Delineating farm boundaries: why is it important?
The analysis of high spatial resolution RS data permits the delineation of farm boundaries. Accurate delineation of farm boundaries is important to undertake many planning and decision-making actions.
First, it enables a better estimation of cropland area, which is important information for both the farmer and agricultural managers (e.g., ministries, private sector players). Farmers in SHA systems often use traditional measurement approaches to estimate the area of their farms, which sometimes leads to high under- or over-estimation. Accurate knowledge of farm boundary (and therefore cropland area) will lead to efficient use of farm inputs such as seeds, fertilizers and pesticides, and may also help to optimize harvest logistics.
Second, accurate information on farm boundaries can facilitate land registration and subsequent acquisition of land use rights for smallholder farmers (through a land tenure information system). Farmers, communities and the private sector are mostly deterred from investing in land resources due to unclear land use rights in rural areas. Development of an accurate parcel database through high spatial resolution remote sensing data is an important first step towards the development of a land tenure information system and potentially, a land taxation scheme. Such a system will reduce land-related conflicts and encourage increased investment in agriculture. It can also improve farmer access to inputs and credits.
Within the West African part of the STARS project, parcel use certificates are being developed from a database of field boundaries generated from high resolution images.
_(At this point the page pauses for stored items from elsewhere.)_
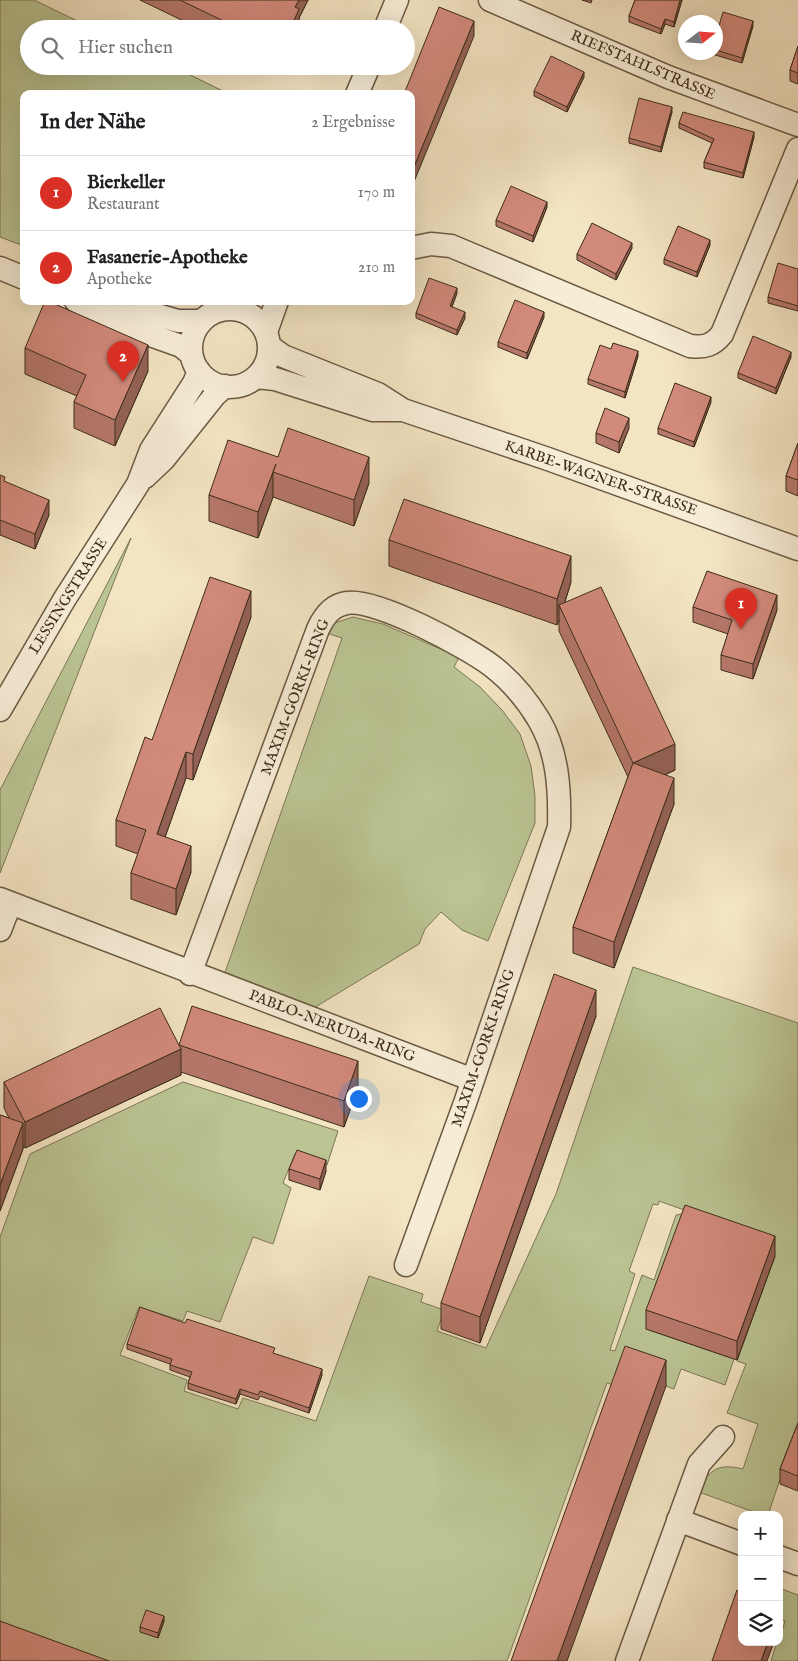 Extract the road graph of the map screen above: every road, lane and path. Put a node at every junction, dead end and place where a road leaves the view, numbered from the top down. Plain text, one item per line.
1 (397, 0) edge
2 (490, 0) edge
3 (389, 20) edge
4 (365, 75) edge
5 (359, 90) edge
6 (798, 125) edge
7 (798, 149) edge
8 (415, 247) edge
9 (0, 268) edge
10 (20, 276) edge
11 (81, 305) edge
12 (122, 305) edge
13 (244, 305) edge
14 (276, 305) edge
15 (202, 321) junction
16 (267, 339) junction
17 (195, 363) junction
18 (256, 377) junction
19 (225, 386) junction
20 (403, 410) junction
21 (138, 484) junction
22 (798, 548) edge
23 (0, 710) edge
24 (5, 901) edge
25 (0, 930) edge
26 (190, 974) junction
27 (476, 1071) junction
28 (406, 1265) dead end
29 (724, 1437) dead end
30 (678, 1520) junction
31 (738, 1542) edge
32 (783, 1558) edge
33 (798, 1564) edge
34 (627, 1661) edge

1 - 3 street
2 - 6 street, RIEFSTAHLSTRASSE
4 - 5 street
7 - 8 street
9 - 10 street
11 - 17 street
12 - 15 street
13 - 15 street
13 - 16 street
14 - 16 street
15 - 17 street
16 - 18 street
16 - 20 street, KARBE-WAGNER-STRASSE
17 - 19 street
17 - 21 street, LESSINGSTRASSE
18 - 19 street
18 - 20 street, KARBE-WAGNER-STRASSE
19 - 21 street, LESSINGSTRASSE
20 - 22 street, KARBE-WAGNER-STRASSE
21 - 23 street, LESSINGSTRASSE
24 - 25 street
24 - 26 street
26 - 27 street, PABLO-NERUDA-RING
26 - 27 street, MAXIM-GORKI-RING
27 - 28 street, MAXIM-GORKI-RING
29 - 30 street
30 - 31 street
30 - 34 street
32 - 33 street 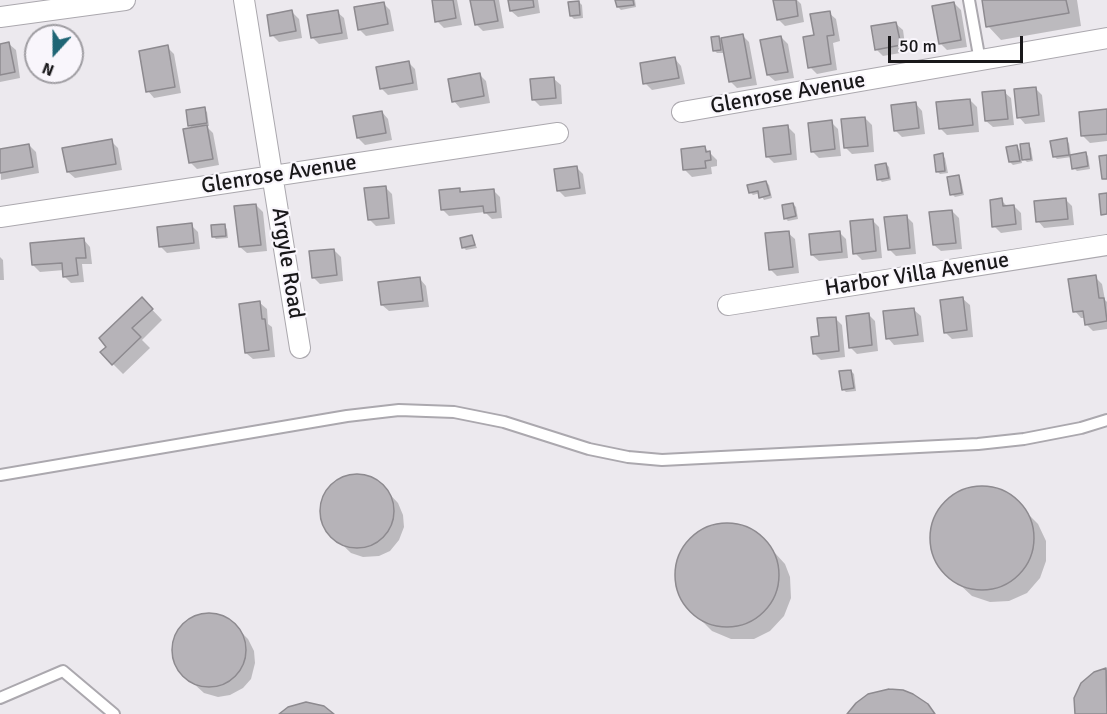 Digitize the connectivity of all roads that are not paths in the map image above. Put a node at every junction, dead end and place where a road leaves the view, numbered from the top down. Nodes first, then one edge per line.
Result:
1 (124, 0) edge
2 (244, 0) edge
3 (969, 0) edge
4 (0, 17) edge
5 (1107, 38) edge
6 (980, 60) junction
7 (681, 112) dead end
8 (558, 133) dead end
9 (273, 176) junction
10 (0, 217) edge
11 (1107, 245) edge
12 (728, 305) dead end
13 (300, 348) dead end
14 (1107, 420) edge
15 (0, 475) edge
16 (0, 698) edge
17 (114, 714) edge

1 - 4 street
2 - 9 street, Argyle Road
3 - 6 lane
5 - 6 street, Glenrose Avenue
6 - 7 street, Glenrose Avenue
8 - 9 street, Glenrose Avenue
9 - 10 street, Glenrose Avenue
9 - 13 street, Argyle Road
11 - 12 street, Harbor Villa Avenue
14 - 15 lane
16 - 17 lane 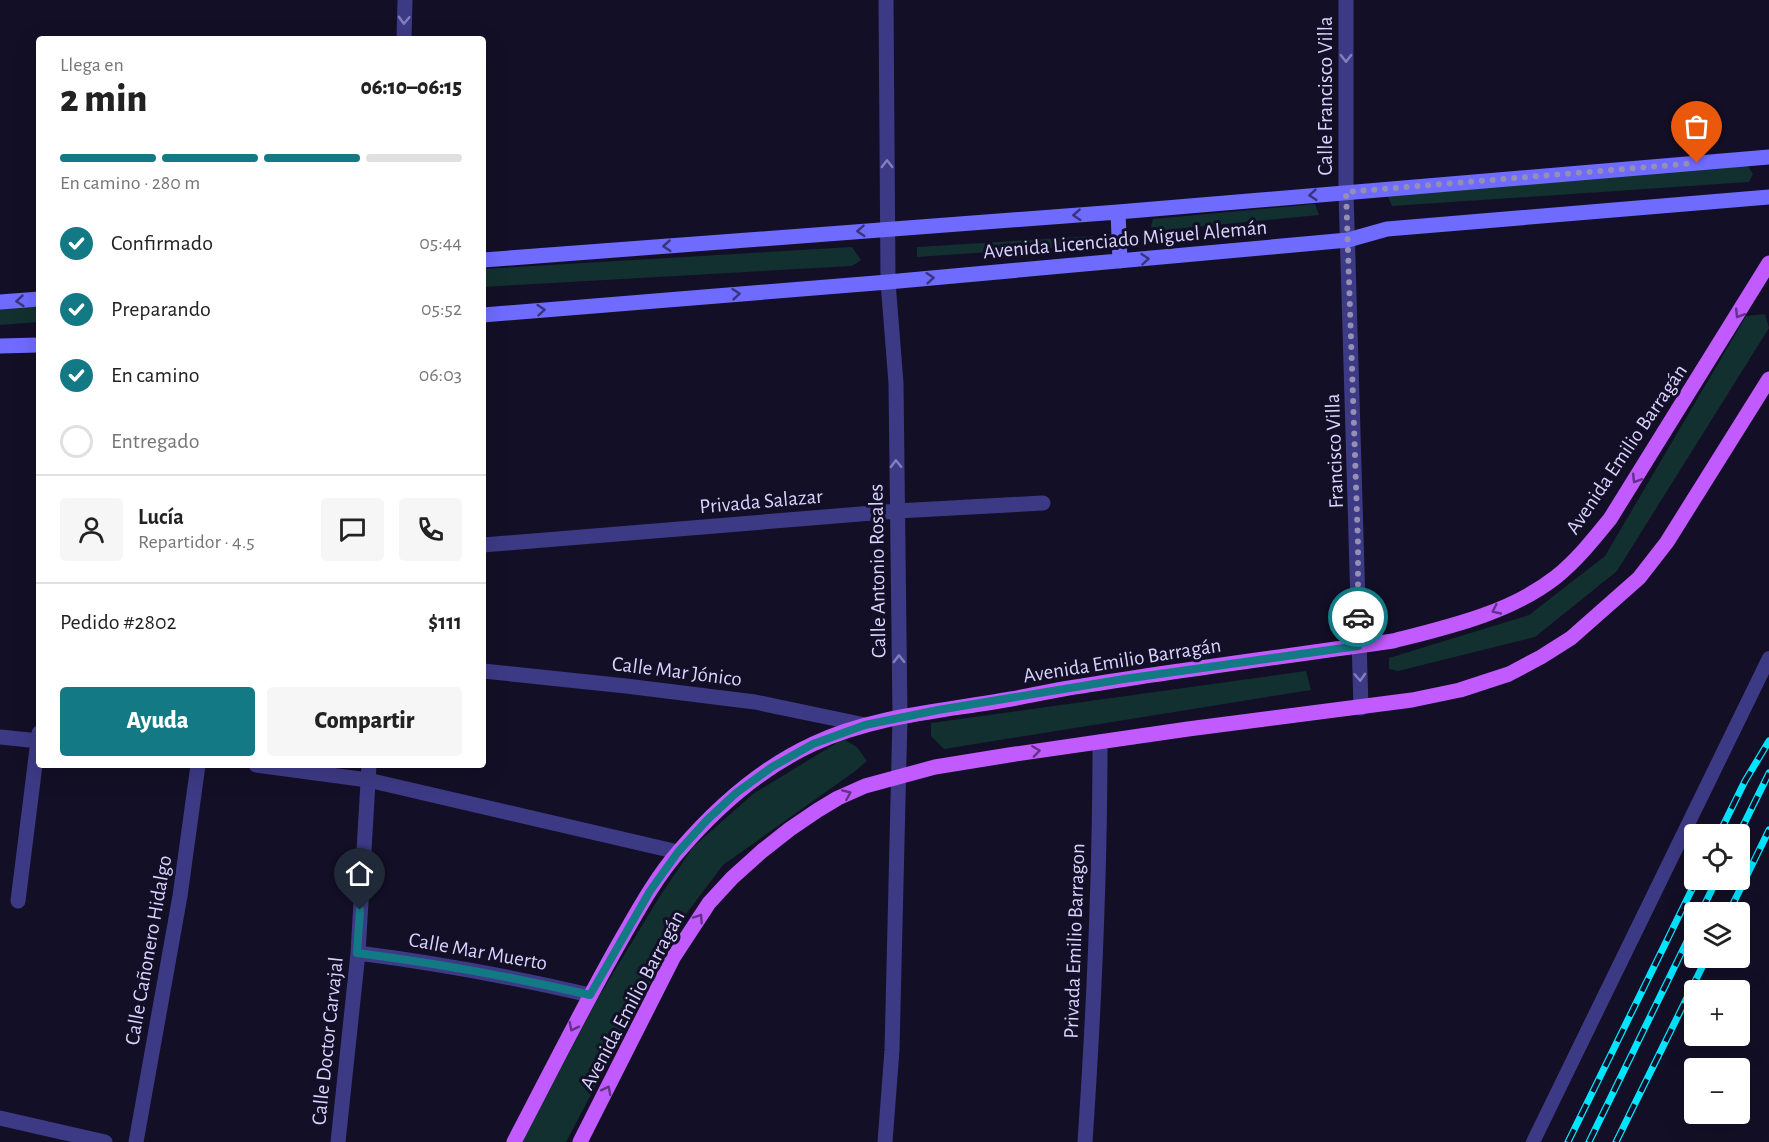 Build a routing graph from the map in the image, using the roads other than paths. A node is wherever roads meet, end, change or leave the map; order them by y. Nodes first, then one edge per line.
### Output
1 (405, 0) edge
2 (886, 0) edge
3 (1346, 0) edge
4 (404, 36) edge
5 (1769, 158) edge
6 (1346, 192) junction
7 (1769, 197) edge
8 (1118, 212) junction
9 (887, 229) junction
10 (1348, 240) junction
11 (486, 260) edge
12 (1120, 261) junction
13 (1769, 264) edge
14 (888, 282) junction
15 (36, 299) edge
16 (0, 302) edge
17 (486, 315) edge
18 (36, 345) edge
19 (0, 346) edge
20 (1769, 380) edge
21 (1043, 503) dead end
22 (897, 511) junction
23 (486, 545) edge
24 (1358, 646) junction
25 (1769, 658) edge
26 (486, 671) edge
27 (1361, 708) junction
28 (900, 717) junction
29 (865, 725) junction
30 (0, 736) edge
31 (36, 738) edge
32 (1100, 742) junction
33 (36, 761) edge
34 (198, 768) edge
35 (304, 768) edge
36 (369, 772) edge
37 (898, 777) junction
38 (678, 852) junction
39 (18, 901) dead end
40 (357, 953) junction
41 (590, 995) junction
42 (0, 1118) edge
43 (105, 1142) edge
44 (136, 1142) edge
45 (338, 1142) edge
46 (514, 1142) edge
47 (580, 1142) edge
48 (885, 1142) edge
49 (1085, 1142) edge
50 (1533, 1142) edge

1 -> 4 street
9 -> 2 street, Calle Antonio Rosales
3 -> 6 street, Calle Francisco Villa
5 - 6 main road, Avenida Licenciado Miguel Alemán
6 -> 8 main road, Avenida Licenciado Miguel Alemán
6 - 10 street, Francisco Villa
7 - 10 main road, Avenida Licenciado Miguel Alemán
8 -> 9 main road, Avenida Licenciado Miguel Alemán
8 - 12 main road
9 -> 11 main road, Avenida Licenciado Miguel Alemán
9 - 14 street, Calle Antonio Rosales
12 -> 10 main road, Avenida Licenciado Miguel Alemán
10 - 24 street, Francisco Villa
14 -> 12 main road, Avenida Licenciado Miguel Alemán
13 -> 24 main road, Avenida Emilio Barragán
17 -> 14 main road, Avenida Licenciado Miguel Alemán
22 -> 14 street, Calle Antonio Rosales
15 -> 16 main road
18 - 19 main road
20 - 27 main road, Avenida Emilio Barragán
21 - 22 street, Privada Salazar
22 - 23 street, Privada Salazar
28 -> 22 street, Calle Antonio Rosales
24 -> 27 street, Francisco Villa
24 - 28 main road, Avenida Emilio Barragán
25 - 50 lane
26 - 29 street, Calle Mar Jónico
27 - 32 main road, Avenida Emilio Barragán
28 - 29 main road, Avenida Emilio Barragán
28 - 37 street, Calle Antonio Rosales
29 - 38 main road, Avenida Emilio Barragán
30 - 31 street
37 -> 32 main road, Avenida Emilio Barragán
32 - 49 street, Privada Emilio Barragon
33 - 39 street
34 - 44 street, Calle Cañonero Hidalgo
35 - 36 street
36 - 38 street
36 - 40 street, Calle Doctor Carvajal
47 -> 37 main road, Avenida Emilio Barragán
37 - 48 street, Calle Antonio Rosales
38 - 41 main road, Avenida Emilio Barragán
40 - 41 street, Calle Mar Muerto
40 - 45 street, Calle Doctor Carvajal
41 -> 46 main road, Avenida Emilio Barragán
42 - 43 street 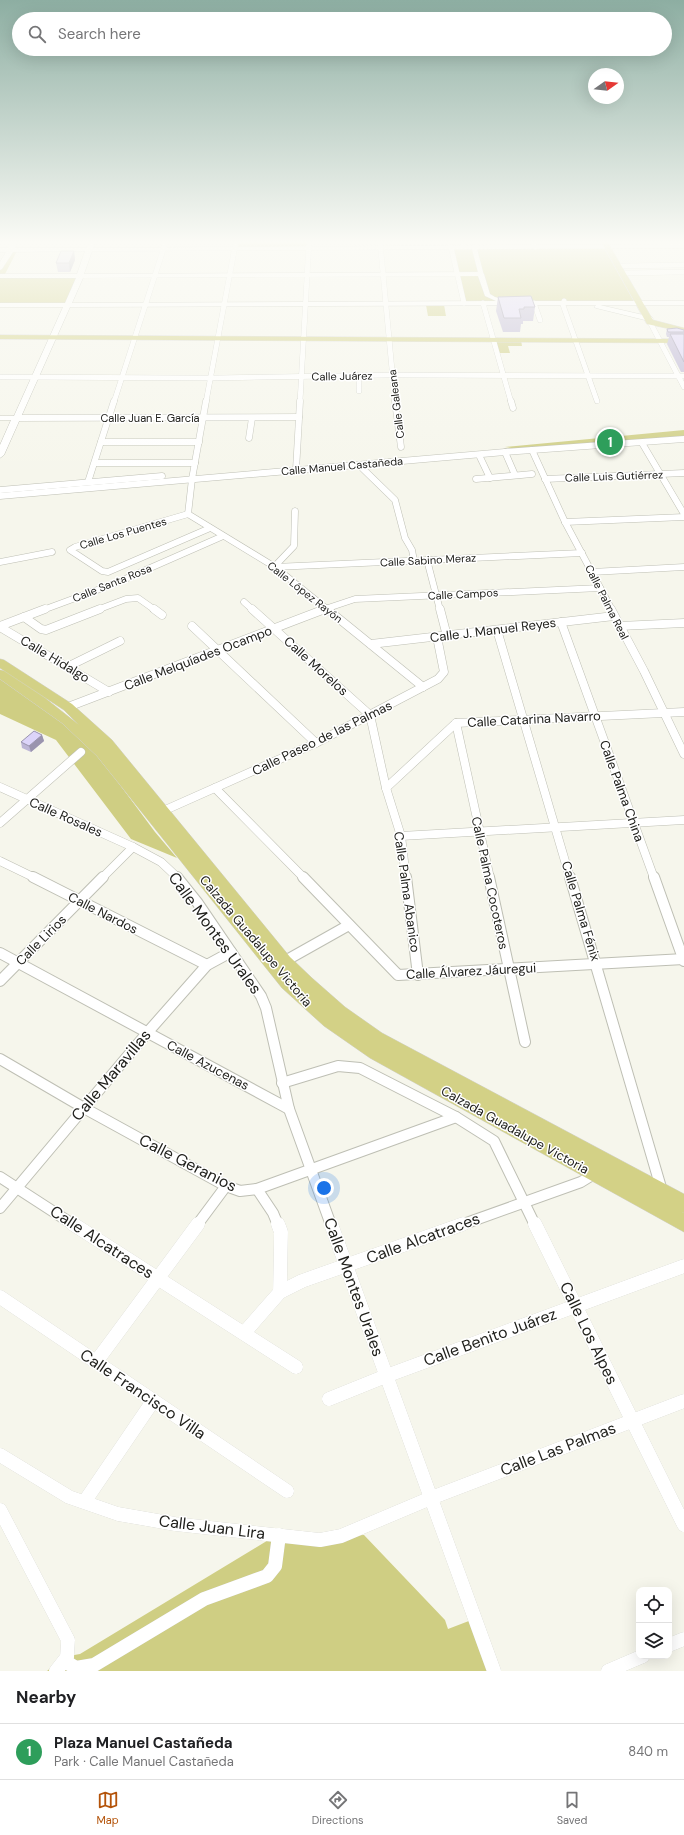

This database has been coupled with a business model. Initial results, though promising, indicate a too low frequency of land transactions to sustain an organization in maintaining the land cadaster.
Third, delineation of farm field boundaries can improve crop type classification using object-based image analysis (OBIA) procedures (Duro et al., 2012; Peña-Barragán et al., 2011). In traditional classification approaches, each a satellite image pixel is analyzed to reveal the land cover it belongs to (i.e., following a per-pixel approach). In OBIA, however, all pixels in an area (a delineated farm field in this case) are treated to belong to one land cover class (Blaschke, 2010). This approach has been found to produce more accurate and visually appealing results than the traditional pixel-based approaches (Blaschke, 2010; Peña-Barragán et al., 2011). Its implementation is, however, dependent on the availability of field boundaries, which can be obtained through image segmentation techniques. SHA farm fields often display vague boundaries, due to natural vegetation and weeds with the crops, which presents formidable challenges to segmentation approaches.